10. Honre a sua saúde
Procure sempre fazer escolhas saudáveis e evite restrições alimentares. É importante buscar o equilíbrio das ações e os alimentos que dão prazer para transformar o corpo e a mente.
"O ideal é que as pessoas tenham um relacionamento saudável com seu hábito alimentar, sem culpas, sem ansiedade, sem estresse. Porém, é importante fazer boas escolhas, ter um conhecimento mínimo sobre as condições de saúde e as necessidades pessoais", expõe Marcella.
Mas seguir isso faz bem à saúde?
Os estudos científicos sobre o assunto crescem a cada dia. Uma pesquisa mostrou que as pessoas praticantes de um comer intuitivo melhoraram sua autoestima, imagem corporal e qualidade de vida em geral, além de apresentarem menos depressão e ansiedade.
Sabe-se que o comer intuitivo contribui para escolha de alimentos mais saudáveis e menos calóricos. Também reduz os fatores de risco para transtornos alimentares e diminui o risco cardíaco. Uma pesquisa mostrou que essa abordagem também estava associada a um menor IMC (índice de massa corpórea) em mulheres de meia-idade.
Outro benefício pode ser a diminuição do peso, apesar de não ser esse o objetivo. "Quando estamos mais atentos a possíveis sintomas clínicos, conectados com nossas necessidades físicas e emocionais, honrando nossa fome e respeitando nossa saciedade, a tendência é o corpo ir se ajustando aos poucos. Dessa forma, vão diminuindo os excessos alimentares que, juntamente com um estilo de vida mais ativo, pode contribuir com a perda de peso", afirma Perricelli.

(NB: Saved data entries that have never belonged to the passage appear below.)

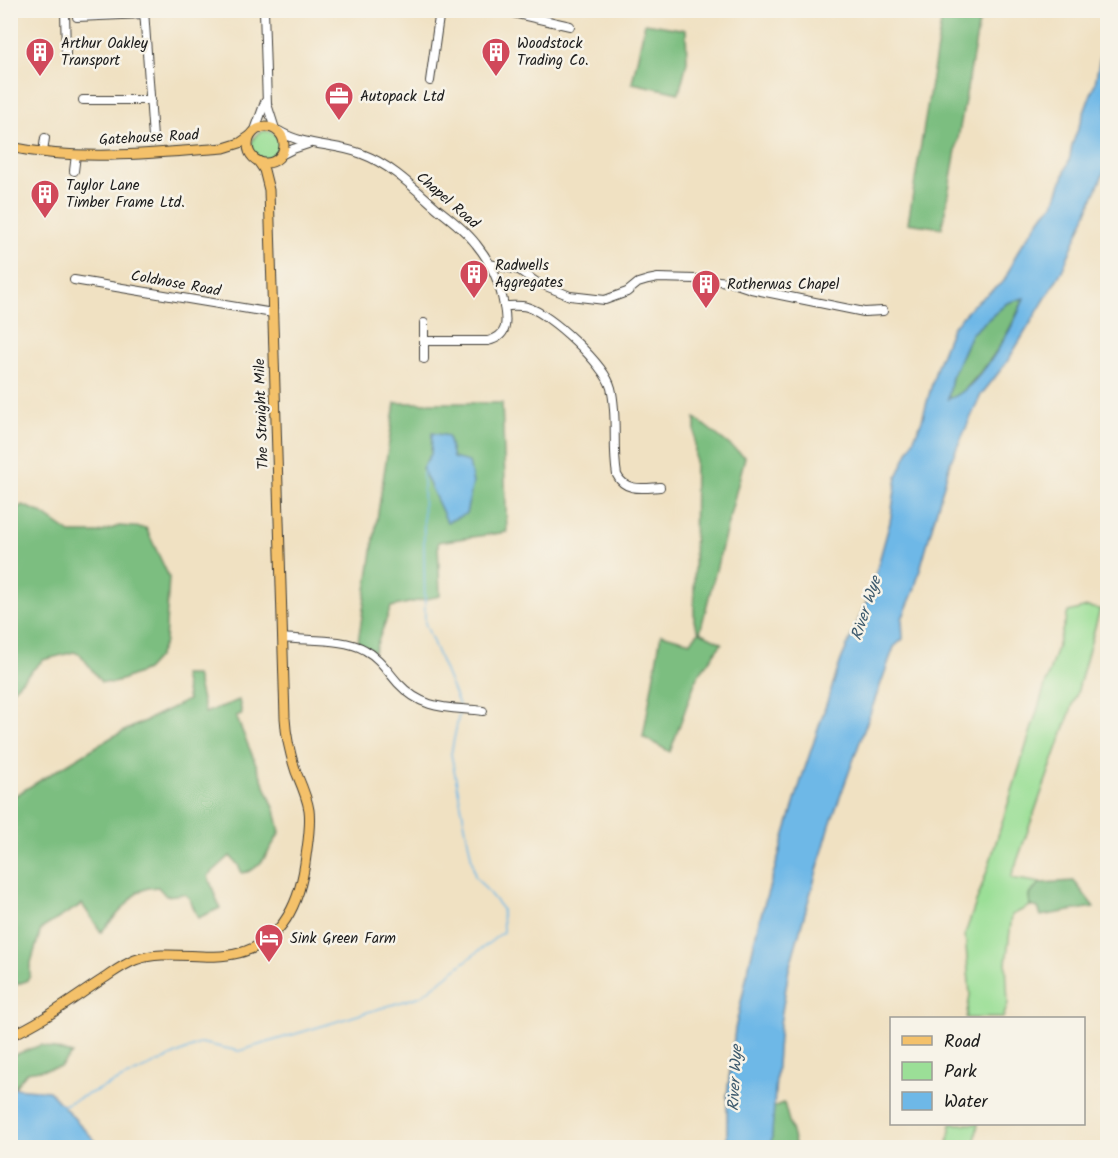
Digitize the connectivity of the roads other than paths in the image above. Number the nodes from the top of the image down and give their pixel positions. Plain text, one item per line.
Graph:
1 (65, 10) edge
2 (264, 10) edge
3 (440, 10) edge
4 (499, 10) edge
5 (144, 12) edge
6 (77, 17) dead end
7 (570, 26) dead end
8 (66, 55) dead end
9 (430, 81) dead end
10 (266, 95) junction
11 (83, 100) dead end
12 (151, 100) junction
13 (277, 130) junction
14 (253, 133) junction
15 (45, 138) dead end
16 (153, 138) dead end
17 (312, 144) junction
18 (10, 147) edge
19 (224, 148) junction
20 (43, 152) junction
21 (76, 155) junction
22 (280, 156) junction
23 (254, 158) junction
24 (74, 171) dead end
25 (269, 190) junction
26 (489, 264) junction
27 (531, 267) dead end
28 (519, 270) junction
29 (74, 280) dead end
30 (504, 306) junction
31 (883, 311) dead end
32 (273, 314) junction
33 (424, 323) dead end
34 (424, 341) junction
35 (424, 359) dead end
36 (660, 487) dead end
37 (283, 638) junction
38 (483, 711) dead end
39 (10, 1036) edge

1 - 8 street
2 - 10 street
3 - 9 street
4 - 7 street
5 - 6 street
5 - 12 street
10 - 13 street
10 - 14 street
11 - 12 street
12 - 16 street
13 - 14 main road
13 - 17 street, Chapel Road
13 - 22 main road
14 - 19 main road, Gatehouse Road
14 - 23 main road
15 - 20 street
17 - 22 street, Chapel Road
17 - 26 street, Chapel Road
18 - 20 main road, Gatehouse Road
19 - 21 main road, Gatehouse Road
19 - 23 main road, Gatehouse Road
20 - 21 main road, Gatehouse Road
21 - 24 street
22 - 23 main road
22 - 25 main road, The Straight Mile
23 - 25 main road, The Straight Mile
25 - 32 main road, The Straight Mile
26 - 28 street
26 - 30 street, Chapel Road
27 - 28 street
28 - 31 street
29 - 32 street, Coldnose Road
30 - 34 street
30 - 36 street
32 - 37 main road, The Straight Mile
33 - 34 street
34 - 35 street
37 - 38 street
37 - 39 main road, The Straight Mile

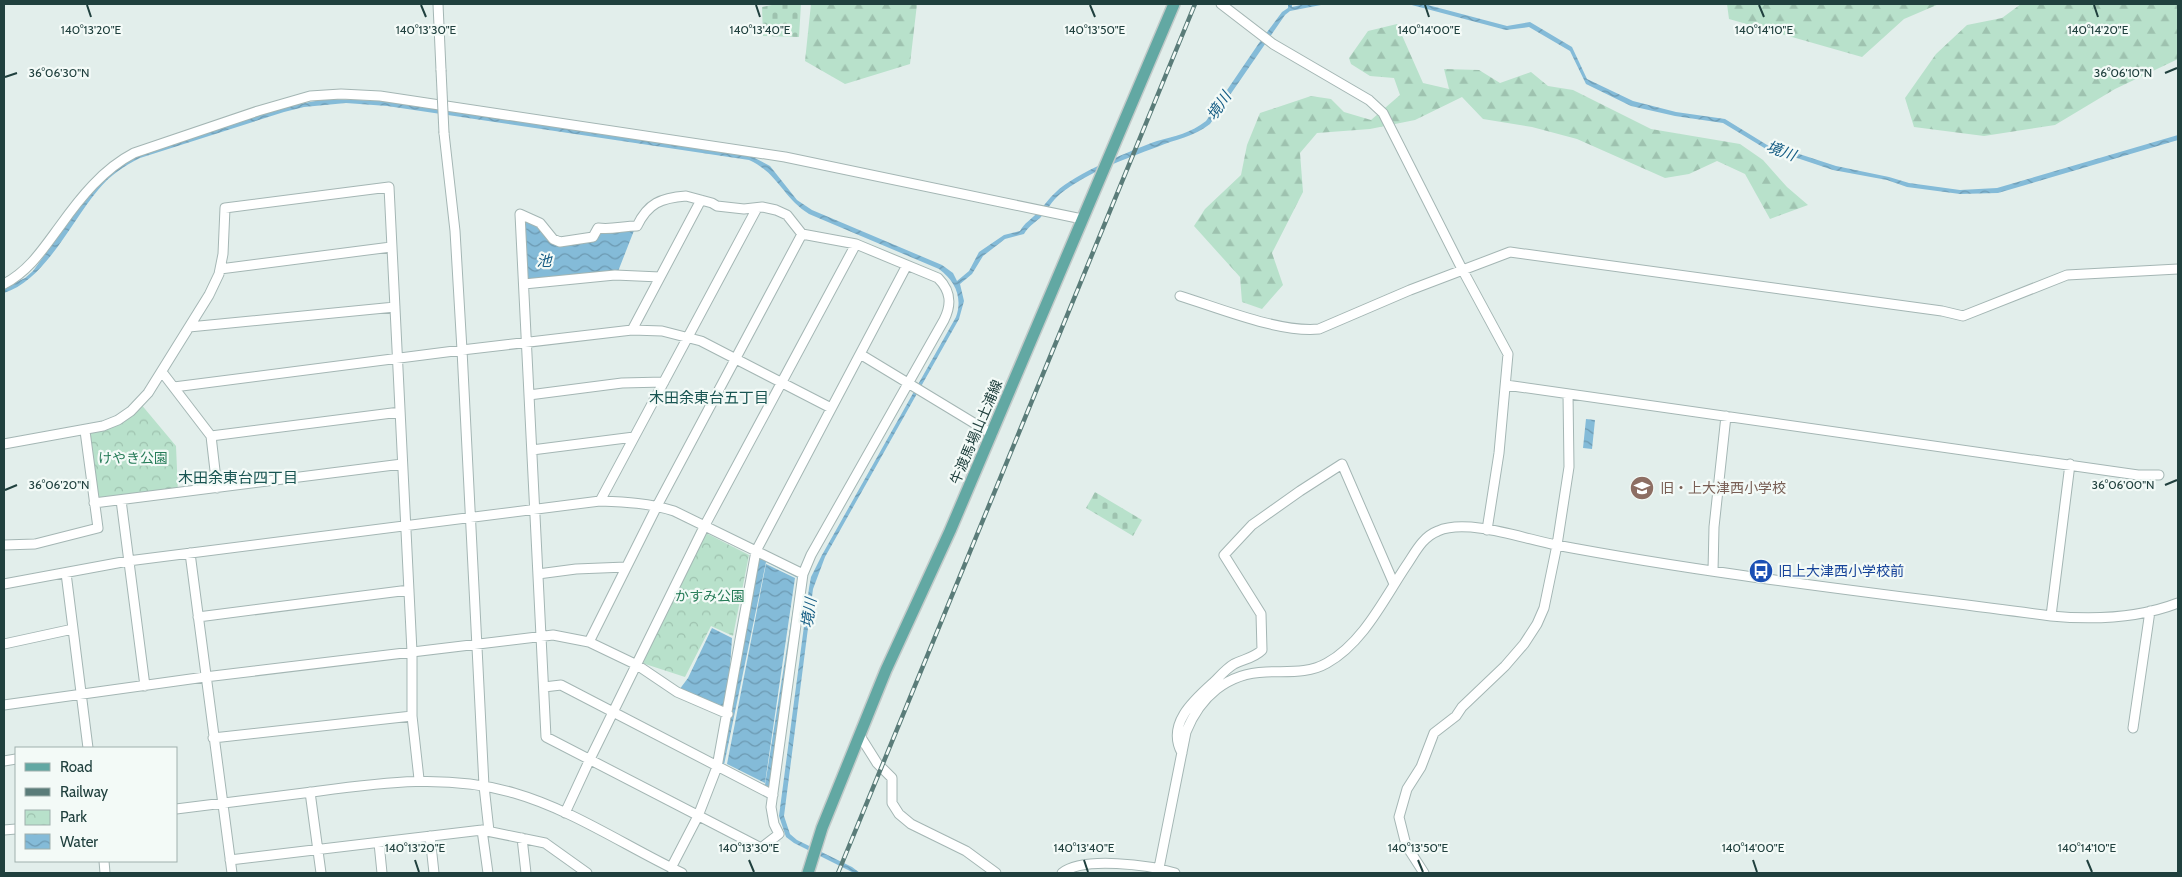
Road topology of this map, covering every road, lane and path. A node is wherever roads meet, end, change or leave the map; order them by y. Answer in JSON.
{"nodes":[{"id":1,"x":438,"y":4,"type":"edge"},
{"id":2,"x":1221,"y":4,"type":"edge"},
{"id":3,"x":1174,"y":5,"type":"edge"},
{"id":4,"x":701,"y":200,"type":"junction"},
{"id":5,"x":757,"y":208,"type":"junction"},
{"id":6,"x":1082,"y":219,"type":"junction"},
{"id":7,"x":802,"y":234,"type":"junction"},
{"id":8,"x":856,"y":244,"type":"junction"},
{"id":9,"x":391,"y":247,"type":"junction"},
{"id":10,"x":907,"y":265,"type":"junction"},
{"id":11,"x":220,"y":269,"type":"junction"},
{"id":12,"x":1462,"y":269,"type":"junction"},
{"id":13,"x":2178,"y":269,"type":"edge"},
{"id":14,"x":660,"y":278,"type":"junction"},
{"id":15,"x":4,"y":284,"type":"edge"},
{"id":16,"x":524,"y":284,"type":"junction"},
{"id":17,"x":1180,"y":296,"type":"dead end"},
{"id":18,"x":394,"y":307,"type":"junction"},
{"id":19,"x":189,"y":328,"type":"junction"},
{"id":20,"x":632,"y":330,"type":"junction"},
{"id":21,"x":688,"y":337,"type":"junction"},
{"id":22,"x":526,"y":342,"type":"junction"},
{"id":23,"x":462,"y":350,"type":"junction"},
{"id":24,"x":860,"y":354,"type":"junction"},
{"id":25,"x":736,"y":358,"type":"junction"},
{"id":26,"x":398,"y":359,"type":"junction"},
{"id":27,"x":162,"y":372,"type":"junction"},
{"id":28,"x":664,"y":382,"type":"junction"},
{"id":29,"x":782,"y":382,"type":"junction"},
{"id":30,"x":908,"y":382,"type":"junction"},
{"id":31,"x":1506,"y":385,"type":"junction"},
{"id":32,"x":174,"y":387,"type":"junction"},
{"id":33,"x":1568,"y":394,"type":"junction"},
{"id":34,"x":529,"y":395,"type":"junction"},
{"id":35,"x":831,"y":408,"type":"junction"},
{"id":36,"x":400,"y":412,"type":"junction"},
{"id":37,"x":1726,"y":416,"type":"junction"},
{"id":38,"x":85,"y":431,"type":"junction"},
{"id":39,"x":992,"y":434,"type":"junction"},
{"id":40,"x":211,"y":436,"type":"junction"},
{"id":41,"x":634,"y":437,"type":"junction"},
{"id":42,"x":4,"y":444,"type":"edge"},
{"id":43,"x":532,"y":450,"type":"junction"},
{"id":44,"x":402,"y":464,"type":"junction"},
{"id":45,"x":2070,"y":464,"type":"junction"},
{"id":46,"x":2159,"y":475,"type":"dead end"},
{"id":47,"x":217,"y":488,"type":"junction"},
{"id":48,"x":121,"y":500,"type":"junction"},
{"id":49,"x":600,"y":501,"type":"junction"},
{"id":50,"x":94,"y":503,"type":"junction"},
{"id":51,"x":657,"y":506,"type":"junction"},
{"id":52,"x":534,"y":509,"type":"junction"},
{"id":53,"x":470,"y":516,"type":"junction"},
{"id":54,"x":406,"y":525,"type":"junction"},
{"id":55,"x":705,"y":526,"type":"junction"},
{"id":56,"x":1487,"y":530,"type":"junction"},
{"id":57,"x":4,"y":545,"type":"edge"},
{"id":58,"x":1557,"y":545,"type":"junction"},
{"id":59,"x":756,"y":551,"type":"junction"},
{"id":60,"x":190,"y":553,"type":"junction"},
{"id":61,"x":128,"y":561,"type":"junction"},
{"id":62,"x":626,"y":567,"type":"junction"},
{"id":63,"x":1713,"y":571,"type":"junction"},
{"id":64,"x":66,"y":572,"type":"junction"},
{"id":65,"x":538,"y":574,"type":"junction"},
{"id":66,"x":803,"y":574,"type":"junction"},
{"id":67,"x":4,"y":584,"type":"edge"},
{"id":68,"x":1394,"y":584,"type":"junction"},
{"id":69,"x":409,"y":590,"type":"junction"},
{"id":70,"x":2178,"y":603,"type":"edge"},
{"id":71,"x":2150,"y":611,"type":"junction"},
{"id":72,"x":2051,"y":616,"type":"junction"},
{"id":73,"x":198,"y":617,"type":"junction"},
{"id":74,"x":73,"y":629,"type":"junction"},
{"id":75,"x":541,"y":636,"type":"junction"},
{"id":76,"x":590,"y":642,"type":"junction"},
{"id":77,"x":478,"y":643,"type":"junction"},
{"id":78,"x":4,"y":644,"type":"edge"},
{"id":79,"x":412,"y":652,"type":"junction"},
{"id":80,"x":637,"y":666,"type":"junction"},
{"id":81,"x":205,"y":678,"type":"junction"},
{"id":82,"x":145,"y":686,"type":"junction"},
{"id":83,"x":544,"y":687,"type":"junction"},
{"id":84,"x":81,"y":694,"type":"junction"},
{"id":85,"x":4,"y":705,"type":"edge"},
{"id":86,"x":614,"y":712,"type":"junction"},
{"id":87,"x":728,"y":714,"type":"junction"},
{"id":88,"x":412,"y":716,"type":"junction"},
{"id":89,"x":2133,"y":728,"type":"dead end"},
{"id":90,"x":860,"y":736,"type":"junction"},
{"id":91,"x":213,"y":738,"type":"junction"},
{"id":92,"x":88,"y":747,"type":"edge"},
{"id":93,"x":1182,"y":753,"type":"junction"},
{"id":94,"x":590,"y":759,"type":"junction"},
{"id":95,"x":718,"y":767,"type":"junction"},
{"id":96,"x":419,"y":780,"type":"junction"},
{"id":97,"x":484,"y":786,"type":"junction"},
{"id":98,"x":310,"y":792,"type":"junction"},
{"id":99,"x":773,"y":795,"type":"junction"},
{"id":100,"x":222,"y":803,"type":"junction"},
{"id":101,"x":178,"y":809,"type":"edge"},
{"id":102,"x":565,"y":813,"type":"junction"},
{"id":103,"x":698,"y":816,"type":"junction"},
{"id":104,"x":486,"y":830,"type":"junction"},
{"id":105,"x":430,"y":836,"type":"junction"},
{"id":106,"x":522,"y":838,"type":"junction"},
{"id":107,"x":379,"y":843,"type":"junction"},
{"id":108,"x":318,"y":850,"type":"junction"},
{"id":109,"x":230,"y":860,"type":"junction"},
{"id":110,"x":671,"y":868,"type":"junction"},
{"id":111,"x":576,"y":870,"type":"edge"},
{"id":112,"x":1159,"y":871,"type":"edge"},
{"id":113,"x":232,"y":873,"type":"edge"},
{"id":114,"x":321,"y":873,"type":"edge"},
{"id":115,"x":382,"y":873,"type":"edge"},
{"id":116,"x":434,"y":873,"type":"edge"},
{"id":117,"x":488,"y":873,"type":"edge"},
{"id":118,"x":526,"y":873,"type":"edge"},
{"id":119,"x":586,"y":873,"type":"edge"},
{"id":120,"x":682,"y":873,"type":"edge"},
{"id":121,"x":808,"y":873,"type":"edge"},
{"id":122,"x":996,"y":873,"type":"edge"},
{"id":123,"x":1062,"y":873,"type":"edge"},
{"id":124,"x":1175,"y":873,"type":"edge"},
{"id":125,"x":1424,"y":873,"type":"edge"}],
"edges":[{"from":1,"to":23,"type":"street","bridge":true},
{"from":2,"to":12,"type":"street"},
{"from":3,"to":6,"type":"main road","name":"牛渡馬場山土浦線"},
{"from":4,"to":5,"type":"street"},
{"from":4,"to":14,"type":"street"},
{"from":4,"to":16,"type":"street"},
{"from":5,"to":7,"type":"street"},
{"from":5,"to":21,"type":"street"},
{"from":6,"to":15,"type":"street"},
{"from":6,"to":39,"type":"main road","name":"牛渡馬場山土浦線"},
{"from":7,"to":8,"type":"street"},
{"from":7,"to":25,"type":"street"},
{"from":8,"to":10,"type":"street"},
{"from":8,"to":29,"type":"street"},
{"from":9,"to":11,"type":"street"},
{"from":9,"to":11,"type":"street"},
{"from":9,"to":18,"type":"street"},
{"from":10,"to":24,"type":"street"},
{"from":10,"to":30,"type":"street"},
{"from":11,"to":19,"type":"street"},
{"from":12,"to":13,"type":"street"},
{"from":12,"to":17,"type":"street"},
{"from":12,"to":31,"type":"street"},
{"from":14,"to":16,"type":"street"},
{"from":14,"to":20,"type":"street"},
{"from":16,"to":22,"type":"street"},
{"from":18,"to":19,"type":"street"},
{"from":18,"to":26,"type":"street"},
{"from":19,"to":27,"type":"street"},
{"from":20,"to":21,"type":"street"},
{"from":20,"to":22,"type":"street"},
{"from":21,"to":25,"type":"street"},
{"from":21,"to":28,"type":"street"},
{"from":22,"to":23,"type":"street"},
{"from":22,"to":34,"type":"street"},
{"from":23,"to":26,"type":"street"},
{"from":23,"to":53,"type":"street"},
{"from":24,"to":30,"type":"street"},
{"from":24,"to":35,"type":"street"},
{"from":25,"to":29,"type":"street"},
{"from":25,"to":51,"type":"street"},
{"from":26,"to":32,"type":"street"},
{"from":26,"to":36,"type":"street"},
{"from":27,"to":32,"type":"street"},
{"from":27,"to":38,"type":"street"},
{"from":28,"to":34,"type":"street"},
{"from":28,"to":41,"type":"street"},
{"from":29,"to":35,"type":"street"},
{"from":29,"to":55,"type":"street"},
{"from":30,"to":39,"type":"street"},
{"from":30,"to":66,"type":"street"},
{"from":31,"to":33,"type":"street"},
{"from":31,"to":56,"type":"street"},
{"from":32,"to":40,"type":"street"},
{"from":33,"to":37,"type":"street"},
{"from":33,"to":58,"type":"street"},
{"from":34,"to":43,"type":"street"},
{"from":35,"to":59,"type":"street"},
{"from":36,"to":40,"type":"street"},
{"from":36,"to":44,"type":"street"},
{"from":37,"to":45,"type":"street"},
{"from":37,"to":63,"type":"street"},
{"from":38,"to":42,"type":"street"},
{"from":38,"to":50,"type":"street"},
{"from":39,"to":90,"type":"main road","name":"牛渡馬場山土浦線"},
{"from":40,"to":47,"type":"street"},
{"from":41,"to":43,"type":"street"},
{"from":41,"to":49,"type":"street"},
{"from":43,"to":52,"type":"street"},
{"from":44,"to":47,"type":"street"},
{"from":44,"to":54,"type":"street"},
{"from":45,"to":46,"type":"street"},
{"from":45,"to":72,"type":"street"},
{"from":47,"to":48,"type":"street"},
{"from":48,"to":50,"type":"street"},
{"from":48,"to":61,"type":"street"},
{"from":49,"to":51,"type":"street"},
{"from":49,"to":52,"type":"street"},
{"from":50,"to":57,"type":"street"},
{"from":51,"to":55,"type":"street"},
{"from":51,"to":62,"type":"street"},
{"from":52,"to":53,"type":"street"},
{"from":52,"to":65,"type":"street"},
{"from":53,"to":54,"type":"street"},
{"from":53,"to":77,"type":"street"},
{"from":54,"to":60,"type":"street"},
{"from":54,"to":69,"type":"street"},
{"from":55,"to":59,"type":"street"},
{"from":55,"to":80,"type":"street"},
{"from":56,"to":58,"type":"street"},
{"from":56,"to":68,"type":"street"},
{"from":58,"to":63,"type":"street"},
{"from":58,"to":125,"type":"street"},
{"from":59,"to":66,"type":"street"},
{"from":59,"to":87,"type":"street"},
{"from":60,"to":61,"type":"street"},
{"from":60,"to":73,"type":"street"},
{"from":61,"to":64,"type":"street"},
{"from":61,"to":82,"type":"street"},
{"from":62,"to":65,"type":"street"},
{"from":62,"to":76,"type":"street"},
{"from":63,"to":72,"type":"street"},
{"from":64,"to":67,"type":"street"},
{"from":64,"to":74,"type":"street"},
{"from":65,"to":75,"type":"street"},
{"from":66,"to":99,"type":"street"},
{"from":68,"to":93,"type":"street"},
{"from":68,"to":93,"type":"street"},
{"from":69,"to":73,"type":"street"},
{"from":69,"to":79,"type":"street"},
{"from":70,"to":71,"type":"street"},
{"from":71,"to":72,"type":"street"},
{"from":71,"to":89,"type":"street"},
{"from":73,"to":81,"type":"street"},
{"from":74,"to":78,"type":"street"},
{"from":74,"to":84,"type":"street"},
{"from":75,"to":76,"type":"street"},
{"from":75,"to":77,"type":"street"},
{"from":75,"to":83,"type":"street"},
{"from":76,"to":80,"type":"street"},
{"from":77,"to":79,"type":"street"},
{"from":77,"to":97,"type":"street"},
{"from":79,"to":81,"type":"street"},
{"from":79,"to":88,"type":"street"},
{"from":80,"to":86,"type":"street"},
{"from":80,"to":87,"type":"street"},
{"from":81,"to":82,"type":"street"},
{"from":81,"to":91,"type":"street"},
{"from":82,"to":84,"type":"street"},
{"from":83,"to":86,"type":"street"},
{"from":83,"to":94,"type":"street"},
{"from":84,"to":85,"type":"street"},
{"from":84,"to":92,"type":"street"},
{"from":86,"to":94,"type":"street"},
{"from":86,"to":95,"type":"street"},
{"from":87,"to":95,"type":"street"},
{"from":88,"to":91,"type":"street"},
{"from":88,"to":96,"type":"street"},
{"from":90,"to":121,"type":"main road","name":"牛渡馬場山土浦線"},
{"from":90,"to":122,"type":"street"},
{"from":91,"to":100,"type":"street"},
{"from":93,"to":112,"type":"street"},
{"from":94,"to":102,"type":"street"},
{"from":94,"to":103,"type":"street"},
{"from":95,"to":99,"type":"street"},
{"from":95,"to":103,"type":"street"},
{"from":96,"to":97,"type":"street"},
{"from":96,"to":98,"type":"street"},
{"from":97,"to":102,"type":"street"},
{"from":97,"to":104,"type":"street"},
{"from":98,"to":100,"type":"street"},
{"from":98,"to":108,"type":"street"},
{"from":99,"to":103,"type":"street"},
{"from":100,"to":101,"type":"street"},
{"from":100,"to":109,"type":"street"},
{"from":102,"to":110,"type":"street"},
{"from":103,"to":110,"type":"street"},
{"from":104,"to":105,"type":"street"},
{"from":104,"to":106,"type":"street"},
{"from":104,"to":117,"type":"street"},
{"from":105,"to":107,"type":"street"},
{"from":105,"to":116,"type":"street"},
{"from":106,"to":111,"type":"street"},
{"from":106,"to":118,"type":"street"},
{"from":107,"to":108,"type":"street"},
{"from":107,"to":115,"type":"street"},
{"from":108,"to":109,"type":"street"},
{"from":108,"to":114,"type":"street"},
{"from":109,"to":113,"type":"street"},
{"from":110,"to":120,"type":"street"},
{"from":111,"to":119,"type":"street"},
{"from":112,"to":123,"type":"street"},
{"from":112,"to":124,"type":"street"}]}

Não há riscos de praticar o comer intuitivo, mas há algumas situações em que essa abordagem não é recomendada. É o caso de quem tem anorexia nervosa ou compulsão alimentar. Isso porque essas pessoas possuem os sinais de fome e saciedade totalmente alterados pela dinâmica das doenças. Por isso, esse grupo precisa primeiro tratar esses transtornos alimentares antes de iniciar o comer intuitivo.
Por onde começar?
Nem sempre é fácil reconhecer os sinais fisiológicos e emocionais relacionados ao consumo alimentar. E mudar os hábitos também pode ser bastante complicado. Por isso, para quem está querendo comer de forma intuitiva, a indicação é buscar um especialista que possa fornecer informações sobre o assunto, propor estratégias e promover a autorreflexão dos hábitos alimentares.
"Se alimentar de forma intuitiva propõe novos relacionamentos fisiológicos, sociais e emocionais com a comida. Tem como objetivo quebrar paradigmas da rígida visão atual das dietas ditas saudáveis. É uma ótima proposta, mas deve ser mediadas com orientação de especialistas da área para ser eficaz", diz Marcella.